Evasion Tactics for the Modern Threat Actor
You might expect amateur hour from a ransomware operator, but UNC6201 plays at a different level. Take their "Ghost NICs": they temporarily spawn network interfaces on ESXi virtual machines, using them to bounce deeper into internal or SaaS networks. Once the malicious traffic stops, so do the interfaces—poof, like they were never there.
Then comes Single Packet Authorization (SPA). UNC6201 scripts up iptables on vCenter appliances to watch for a single hexadecimal string on port 443. When the right signal comes through, that source IP instantly gets C2 access to a hidden management port, while the rest of the world gets rerouted into digital oblivion. Practical, sneaky, and very effective at dodging your fancy next-gen firewalls.

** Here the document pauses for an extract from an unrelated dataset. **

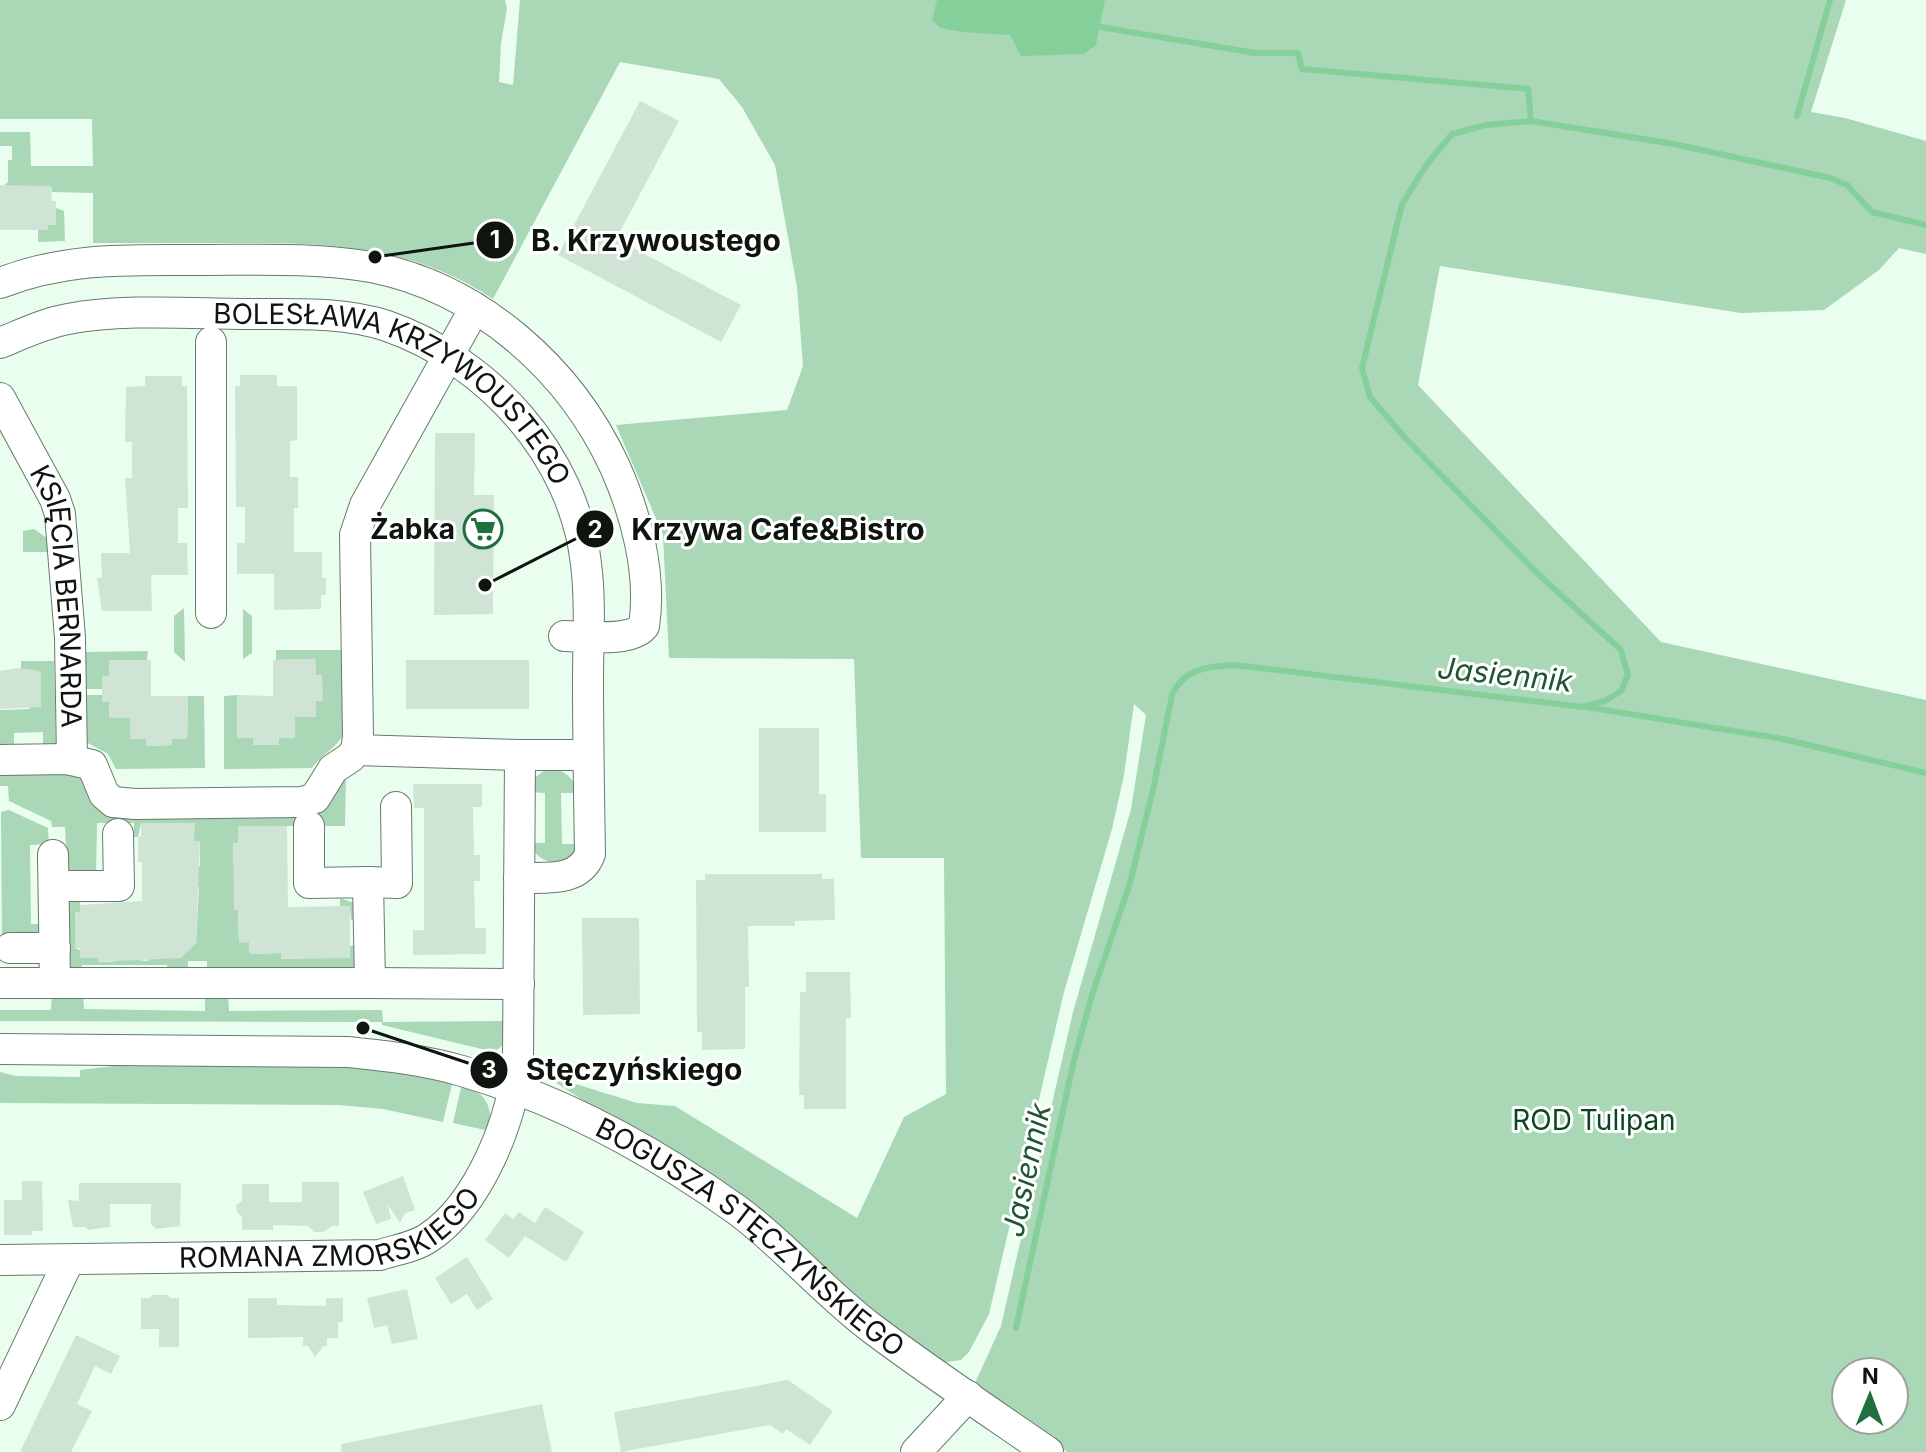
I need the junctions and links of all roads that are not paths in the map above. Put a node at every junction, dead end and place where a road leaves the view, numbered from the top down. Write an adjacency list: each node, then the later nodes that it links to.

Why Attacking Backups Is So Effective
Targeting backup and recovery appliances isn't just a means to annoy IT managers. It's a genuine threat to organizational survival. If you poison the backups, you don’t just risk leaks or downtime—you cripple a company’s ability to rebound from ransomware or even basic human error. Attackers know that if they get root on the backup system, they effectively own the disaster recovery playbook. Responders can recover files until they’re blue in the face; if your backups are compromised, so is your business.

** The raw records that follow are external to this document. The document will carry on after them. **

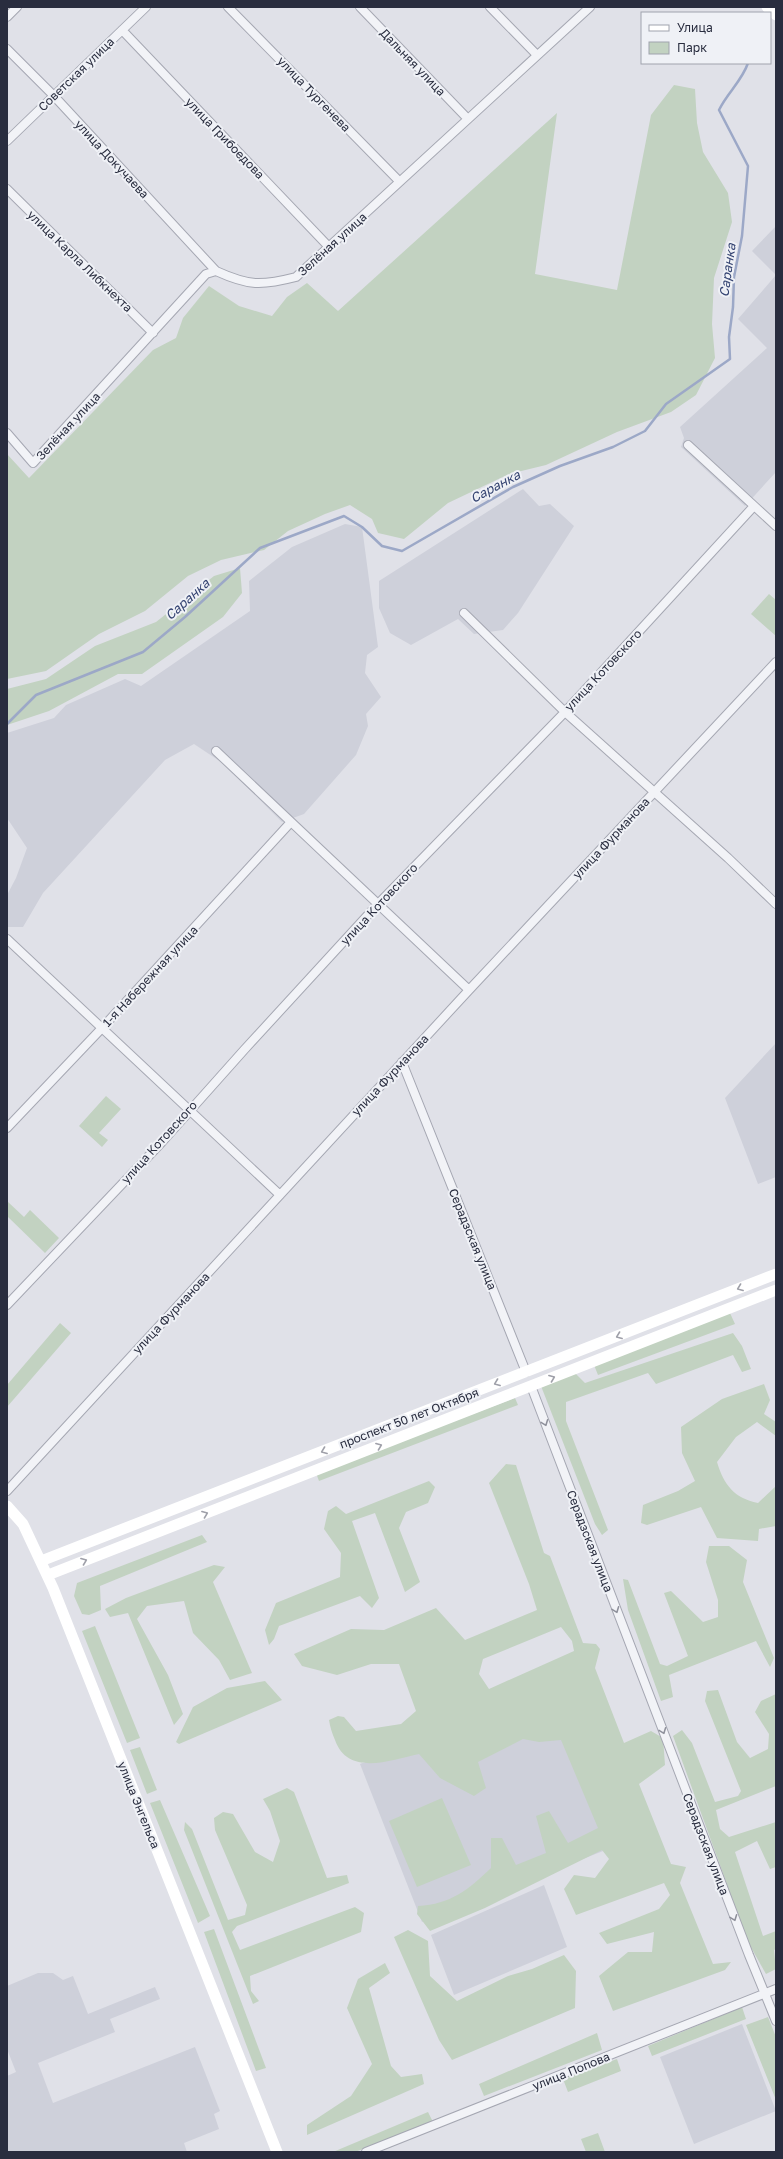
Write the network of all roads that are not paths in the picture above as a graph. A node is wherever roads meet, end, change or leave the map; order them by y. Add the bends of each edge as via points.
1 (17, 7) edge
2 (146, 7) edge
3 (228, 7) edge
4 (360, 7) edge
5 (490, 7) edge
6 (590, 7) edge
7 (767, 7) edge
8 (776, 15) edge
9 (7, 17) edge
10 (122, 30) junction
11 (7, 49) edge
12 (537, 55) junction
13 (54, 96) junction
14 (467, 118) junction
15 (7, 141) edge
16 (399, 182) junction
17 (7, 189) edge
18 (329, 247) junction
19 (216, 271) junction
20 (153, 333) junction
21 (7, 433) edge
22 (688, 445) dead end
23 (754, 506) junction
24 (776, 526) edge
25 (464, 613) dead end
26 (776, 662) edge
27 (565, 712) junction
28 (216, 751) dead end
29 (653, 792) junction
30 (291, 822) junction
31 (378, 904) junction
32 (776, 904) edge
33 (7, 939) edge
34 (469, 990) junction
35 (102, 1028) junction
36 (402, 1062) junction
37 (190, 1109) junction
38 (7, 1128) edge
39 (280, 1195) junction
40 (776, 1274) edge
41 (776, 1290) edge
42 (7, 1305) edge
43 (526, 1372) junction
44 (531, 1386) junction
45 (7, 1491) edge
46 (7, 1506) edge
47 (41, 1561) junction
48 (48, 1575) junction
49 (776, 1989) edge
50 (765, 1993) junction
51 (776, 2021) edge
52 (276, 2152) edge
53 (366, 2152) edge

1 - 9 street
2 - 10 street, Советская улица
3 - 16 street, улица Тургенева
4 - 14 street, Дальняя улица
5 - 12 street
6 - 12 street, Зелёная улица
7 - 8 main road
10 - 13 street, Советская улица
10 - 18 street, улица Грибоедова
11 - 13 street, улица Докучаева
12 - 14 street, Зелёная улица
13 - 15 street, Советская улица
13 - 19 street, улица Докучаева
14 - 16 street, Зелёная улица
16 - 18 street, Зелёная улица
17 - 20 street, улица Карла Либкнехта
18 - 19 street, Зелёная улица via 296,277 271,284 240,282
19 - 20 street, Зелёная улица via 206,274
20 - 21 street, Зелёная улица via 33,463
22 - 23 street
23 - 24 street
23 - 27 street, улица Котовского
25 - 27 street
26 - 29 street, улица Фурманова
27 - 29 street
27 - 31 street, улица Котовского
28 - 30 street
29 - 32 street
29 - 34 street, улица Фурманова
30 - 31 street
30 - 35 street, 1-я Набережная улица
31 - 34 street
31 - 37 street, улица Котовского
33 - 35 street
34 - 36 street, улица Фурманова
35 - 37 street
35 - 38 street, 1-я Набережная улица
36 - 39 street, улица Фурманова
36 - 43 street, Серадзская улица
37 - 39 street
37 - 42 street, улица Котовского via 162,1142
39 - 45 street, улица Фурманова
40 -> 43 main road, проспект 50 лет Октября
44 -> 41 main road, проспект 50 лет Октября
43 - 44 main road, Серадзская улица
43 -> 47 main road, проспект 50 лет Октября
48 -> 44 main road, проспект 50 лет Октября
44 -> 50 street, Серадзская улица
46 - 47 main road, улица Энгельса via 23,1524
47 - 48 main road, улица Энгельса
48 - 52 main road, улица Энгельса
49 - 50 street, улица Попова
50 - 51 street, Серадзская улица
50 - 53 street, улица Попова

It’s bad enough to picture nation-state adversaries rooting around in your main production environments. It’s worse knowing they’re sitting invisibly in the one system everyone assumes is "off-limits." Too many organizations keep their backup infrastructure on the same flat network as everything else, blissfully unaware that their "last line of defense" is secured with little more than a post-it password under the administrator keyboard.
Dell’s Cleanup Doesn’t Mean You’re Safe Just Yet
To their credit, Dell didn't completely bury the news. The company pushed out an advisory, released version 6.0.3.1 HF1, and wrote a remediation script. The guidance? Patch, now, or brace for impact. But let’s be honest: countless organizations lag behind, stuck in change control purgatory or waiting for yet another approvals meeting. If your RP4VM install predates the fix, attackers may have already slipped past your perimeter—and with the Ghost NICs and SPA tricks, you’ll barely notice a thing.

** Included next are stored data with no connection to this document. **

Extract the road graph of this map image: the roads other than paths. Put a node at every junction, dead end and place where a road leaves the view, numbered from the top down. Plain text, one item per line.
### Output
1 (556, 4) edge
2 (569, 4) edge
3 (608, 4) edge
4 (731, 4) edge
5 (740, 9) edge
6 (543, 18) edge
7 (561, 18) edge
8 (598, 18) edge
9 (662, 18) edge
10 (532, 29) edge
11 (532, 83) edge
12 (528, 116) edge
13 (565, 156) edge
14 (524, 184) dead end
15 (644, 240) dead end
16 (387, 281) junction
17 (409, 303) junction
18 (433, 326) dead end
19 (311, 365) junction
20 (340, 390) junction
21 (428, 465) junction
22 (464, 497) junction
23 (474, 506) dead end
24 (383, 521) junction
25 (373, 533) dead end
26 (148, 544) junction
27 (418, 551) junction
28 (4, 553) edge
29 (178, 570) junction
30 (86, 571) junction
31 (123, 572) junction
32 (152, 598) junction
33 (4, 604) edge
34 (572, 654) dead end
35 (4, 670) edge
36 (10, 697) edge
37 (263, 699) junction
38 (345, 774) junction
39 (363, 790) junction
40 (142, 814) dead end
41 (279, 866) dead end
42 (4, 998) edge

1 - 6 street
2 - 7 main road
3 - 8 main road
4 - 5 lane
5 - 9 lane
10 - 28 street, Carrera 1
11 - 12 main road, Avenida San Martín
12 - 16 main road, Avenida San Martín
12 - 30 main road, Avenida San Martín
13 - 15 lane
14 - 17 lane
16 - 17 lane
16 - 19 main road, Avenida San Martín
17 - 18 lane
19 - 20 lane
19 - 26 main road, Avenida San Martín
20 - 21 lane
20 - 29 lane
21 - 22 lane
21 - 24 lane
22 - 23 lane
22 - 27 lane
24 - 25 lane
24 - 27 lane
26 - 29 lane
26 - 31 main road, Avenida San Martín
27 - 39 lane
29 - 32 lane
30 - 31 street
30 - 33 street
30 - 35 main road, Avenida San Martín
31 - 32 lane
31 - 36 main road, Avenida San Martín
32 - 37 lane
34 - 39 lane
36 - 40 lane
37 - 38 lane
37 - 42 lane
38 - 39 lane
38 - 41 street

Of course, Dell's official stance boils down to: "Keep your recovery appliances in a tightly segmented, access-controlled internal network behind firewalls." The implication is clear: if you didn’t already protect these systems, you’re on your own. And vendors will never stop reminding you that you are responsible for compensating for their design choices in your own production settings.
Lessons Everyone Ignores Until It’s Too Late
- If your disaster recovery system is compromised, so is your disaster recovery plan.
- Hardcoded credentials aren’t “forgotten shortcuts.” They’re loaded weapons, left under the bed for years.
- Nation-state groups like UNC6201 have a bigger budget, more time, and a stronger work ethic than half of the vendors shipping your favorite appliances.
- Backups should never reside on the same flat network as the assets they’re supposed to protect. This isn’t rocket science—it’s basic common sense.
- Every "invisible" pivot or C2 channel should make you question the point of your seven-figure SIEM investment.
- If you haven’t patched yet, assume you’re compromised and start looking for signs of persistence you won’t spot in the usual places.
So, What Now?
Maybe this will be the industry’s wake-up call. Maybe not. As long as even your backups have backdoors, the only thing more certain than another breach is another vendor reminder to "patch now." And if things go the way they usually do, you’ll probably forward this article to your boss, sigh, and hope it doesn’t happen to you—until it does.